Blogger Anne Arky said...

Meg,
You are so right -- running track was not an option. It's difficult to remember which was harder to explain -- the whiplash or the black eyes.

Anne

June 14, 2005  
Blogger Meg Kelso said...

LOLOLOL, you crack me up....we've got to get together girl I need to talk to you!


Meg

June 14, 2005  
Anonymous Anonymous said...

LOL Anne! My friend in high school (DD cup at 16) used to make jokes about that. I always envied her damn it!

June 14, 2005  
Anonymous Anonymous said...

Hi Meg! I too am a fan of the tv show Cheaters (re: your prev post about how you & Vex used to watch it together). Saw a great episode recently where girlfriend suspected boyfriend of playing around -- Cheaters investigators got footage of him wearing a wedding ring leaving his house with a woman who was also wearing a wedding ring -- turns out they were married to each other! The Cheaters crew/girlfriend busted him and wife in a laundromat - the guy completely denied knowing the girlfriend, the wife refused to believe he was playing around with the girlfriend until the Cheaters crew played her the audiotape of the phone call confirming his duplicity w/girlfriend, and then she (wife) started beating on the guy screaming why why why (they had been married less than a year, and he'd been cheating with girlfriend for six months). At the end of the show when they update you on each of the various parties status, it turns out the wife had decided to stay with cheating husband. I always wondered if being busted on the show scared the cheaters into "temperance & virtue", or if they just went right back to cheating on the partners weak enough to take them back???

Can you imagine if you had been out w/Vex and were descended upon by his angry girlfriend and TV crew? (I'm sure he would have argued plausible deniability till blue in the face..."no, I don't know her, she's crazy, that's not me on that videotape with her, it doesn't look anything like me/etc etc"). If you hadn't been so seriously ill last year you could have had Cheaters bust him & trailer slut on national tv for you. I wonder if he/she would have tried to preserve some dignity by going the "identity withheld" route (refusing the Cheaters $$ and denying them the right to broadcast their likeness) or if he/she'd have gone straight for the money - broadcast that likeness & dignity be damned!

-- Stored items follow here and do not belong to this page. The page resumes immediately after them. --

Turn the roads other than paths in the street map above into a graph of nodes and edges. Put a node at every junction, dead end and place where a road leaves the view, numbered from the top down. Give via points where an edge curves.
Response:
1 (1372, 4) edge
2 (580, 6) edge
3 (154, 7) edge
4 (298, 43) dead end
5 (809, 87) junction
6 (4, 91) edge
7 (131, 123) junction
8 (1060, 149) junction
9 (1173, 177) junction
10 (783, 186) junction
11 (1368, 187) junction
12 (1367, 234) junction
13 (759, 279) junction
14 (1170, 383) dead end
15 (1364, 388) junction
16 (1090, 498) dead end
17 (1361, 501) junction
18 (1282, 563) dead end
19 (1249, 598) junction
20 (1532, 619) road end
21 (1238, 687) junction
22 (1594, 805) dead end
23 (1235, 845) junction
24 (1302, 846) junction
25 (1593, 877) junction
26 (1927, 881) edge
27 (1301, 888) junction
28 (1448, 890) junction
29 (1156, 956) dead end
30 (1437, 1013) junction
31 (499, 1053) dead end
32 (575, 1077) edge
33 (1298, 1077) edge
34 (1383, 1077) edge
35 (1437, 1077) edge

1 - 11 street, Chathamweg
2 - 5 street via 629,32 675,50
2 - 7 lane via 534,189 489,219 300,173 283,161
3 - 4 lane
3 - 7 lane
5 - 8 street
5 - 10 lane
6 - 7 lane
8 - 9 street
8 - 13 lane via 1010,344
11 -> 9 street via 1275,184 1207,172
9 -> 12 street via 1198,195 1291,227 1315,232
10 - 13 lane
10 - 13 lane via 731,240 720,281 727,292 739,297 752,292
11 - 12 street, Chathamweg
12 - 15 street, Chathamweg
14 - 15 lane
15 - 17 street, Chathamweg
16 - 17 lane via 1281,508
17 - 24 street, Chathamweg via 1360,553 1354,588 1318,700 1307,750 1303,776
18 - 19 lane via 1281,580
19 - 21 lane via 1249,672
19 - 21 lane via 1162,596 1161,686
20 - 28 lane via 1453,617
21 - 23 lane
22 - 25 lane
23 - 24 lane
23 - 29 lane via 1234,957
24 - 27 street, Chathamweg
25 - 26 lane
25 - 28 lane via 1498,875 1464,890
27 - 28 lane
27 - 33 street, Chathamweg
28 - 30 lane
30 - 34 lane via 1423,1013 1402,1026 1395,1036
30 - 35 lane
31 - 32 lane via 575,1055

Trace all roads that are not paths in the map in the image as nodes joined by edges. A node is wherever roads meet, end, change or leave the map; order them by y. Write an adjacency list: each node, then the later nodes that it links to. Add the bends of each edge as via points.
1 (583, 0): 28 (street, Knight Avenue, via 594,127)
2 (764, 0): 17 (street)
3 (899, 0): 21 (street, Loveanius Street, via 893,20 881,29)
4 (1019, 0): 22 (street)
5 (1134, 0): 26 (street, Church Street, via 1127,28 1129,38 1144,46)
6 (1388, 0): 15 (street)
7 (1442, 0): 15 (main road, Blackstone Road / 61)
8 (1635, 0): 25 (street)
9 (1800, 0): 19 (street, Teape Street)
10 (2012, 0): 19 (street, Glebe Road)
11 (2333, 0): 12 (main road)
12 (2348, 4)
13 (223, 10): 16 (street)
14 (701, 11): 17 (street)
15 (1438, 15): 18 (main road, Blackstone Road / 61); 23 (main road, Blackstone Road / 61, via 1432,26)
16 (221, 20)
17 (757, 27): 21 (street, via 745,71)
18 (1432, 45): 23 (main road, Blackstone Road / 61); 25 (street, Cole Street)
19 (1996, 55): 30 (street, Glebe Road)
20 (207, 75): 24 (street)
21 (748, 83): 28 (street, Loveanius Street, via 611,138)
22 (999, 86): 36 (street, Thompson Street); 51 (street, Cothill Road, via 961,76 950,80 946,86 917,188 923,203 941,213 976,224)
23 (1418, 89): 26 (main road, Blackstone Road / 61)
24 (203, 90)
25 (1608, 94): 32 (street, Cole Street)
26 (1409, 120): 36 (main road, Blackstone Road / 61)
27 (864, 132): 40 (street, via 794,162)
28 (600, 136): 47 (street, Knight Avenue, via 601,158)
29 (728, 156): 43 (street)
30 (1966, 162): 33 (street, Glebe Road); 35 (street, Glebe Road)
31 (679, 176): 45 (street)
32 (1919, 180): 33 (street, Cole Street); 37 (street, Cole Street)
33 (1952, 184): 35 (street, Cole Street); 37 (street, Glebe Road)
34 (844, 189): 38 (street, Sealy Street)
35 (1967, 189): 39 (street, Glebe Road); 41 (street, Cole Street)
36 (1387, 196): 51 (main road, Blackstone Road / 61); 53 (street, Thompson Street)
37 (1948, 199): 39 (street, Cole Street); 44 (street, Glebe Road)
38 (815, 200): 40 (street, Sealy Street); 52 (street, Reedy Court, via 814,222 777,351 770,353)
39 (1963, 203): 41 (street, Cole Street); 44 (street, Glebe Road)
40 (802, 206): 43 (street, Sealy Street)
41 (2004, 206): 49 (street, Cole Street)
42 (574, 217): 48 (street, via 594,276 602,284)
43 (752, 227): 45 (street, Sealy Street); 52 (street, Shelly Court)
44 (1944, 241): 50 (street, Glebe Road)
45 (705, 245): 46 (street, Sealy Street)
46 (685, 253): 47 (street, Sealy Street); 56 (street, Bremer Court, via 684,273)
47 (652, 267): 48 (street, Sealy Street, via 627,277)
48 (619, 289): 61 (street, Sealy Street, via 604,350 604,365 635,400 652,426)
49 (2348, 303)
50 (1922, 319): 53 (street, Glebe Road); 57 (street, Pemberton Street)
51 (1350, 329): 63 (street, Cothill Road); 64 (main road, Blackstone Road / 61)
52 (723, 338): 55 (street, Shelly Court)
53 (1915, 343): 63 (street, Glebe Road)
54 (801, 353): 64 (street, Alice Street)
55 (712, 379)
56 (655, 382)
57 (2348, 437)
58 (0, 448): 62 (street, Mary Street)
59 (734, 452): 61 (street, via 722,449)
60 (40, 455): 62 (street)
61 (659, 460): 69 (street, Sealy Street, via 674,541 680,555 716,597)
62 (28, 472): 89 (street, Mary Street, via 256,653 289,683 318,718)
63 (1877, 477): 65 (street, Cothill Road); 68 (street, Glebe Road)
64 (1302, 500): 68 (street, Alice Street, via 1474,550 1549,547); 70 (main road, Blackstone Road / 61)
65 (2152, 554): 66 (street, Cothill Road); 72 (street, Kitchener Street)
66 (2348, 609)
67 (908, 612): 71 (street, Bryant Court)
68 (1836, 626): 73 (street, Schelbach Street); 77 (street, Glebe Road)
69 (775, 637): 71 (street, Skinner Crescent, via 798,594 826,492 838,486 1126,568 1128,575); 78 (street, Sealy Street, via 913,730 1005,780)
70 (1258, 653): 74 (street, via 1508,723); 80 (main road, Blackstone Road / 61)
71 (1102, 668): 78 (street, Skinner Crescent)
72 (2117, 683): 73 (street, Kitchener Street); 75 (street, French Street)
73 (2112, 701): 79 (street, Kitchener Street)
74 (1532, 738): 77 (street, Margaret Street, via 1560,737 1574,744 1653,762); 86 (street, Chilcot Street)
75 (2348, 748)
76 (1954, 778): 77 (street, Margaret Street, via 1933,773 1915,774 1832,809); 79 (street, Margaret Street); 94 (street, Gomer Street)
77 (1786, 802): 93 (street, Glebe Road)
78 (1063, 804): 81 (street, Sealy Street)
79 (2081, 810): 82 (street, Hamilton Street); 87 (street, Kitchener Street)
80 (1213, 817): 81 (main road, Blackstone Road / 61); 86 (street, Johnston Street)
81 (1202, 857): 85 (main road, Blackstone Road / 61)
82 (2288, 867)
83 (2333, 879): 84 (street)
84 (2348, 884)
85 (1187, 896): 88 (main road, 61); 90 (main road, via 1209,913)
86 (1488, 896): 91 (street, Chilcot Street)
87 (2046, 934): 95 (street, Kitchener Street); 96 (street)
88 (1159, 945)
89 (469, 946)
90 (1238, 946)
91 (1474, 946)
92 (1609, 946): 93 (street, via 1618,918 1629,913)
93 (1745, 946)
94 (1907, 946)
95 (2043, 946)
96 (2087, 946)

Also - on breasts - in my opinion its way better to be smaller than bigger. I have two sisters and one is a 36A, I'm a 36B, and the other is a 36C. I'm happy the way I am; I wouldn't want to be any bigger because I'd be too big to go braless in the summertime. I've known two women who had breast reduction surgeries because of the constant backaches they'd have from the weight of their giant boobs (I'll never forget seeing the deep grooves that her bra straps had cut into her shoulders from supporting all that weight). I've also heard from men that fake boobs are icky in tactile situations -- the implants apparently stay cooler than normal flesh, so boob caresses are less pleasant because not only is the texture not like a normal boob (too dense/hard) you're touching something cold. In closing, I've heard many men say "more than a mouthful's wasted".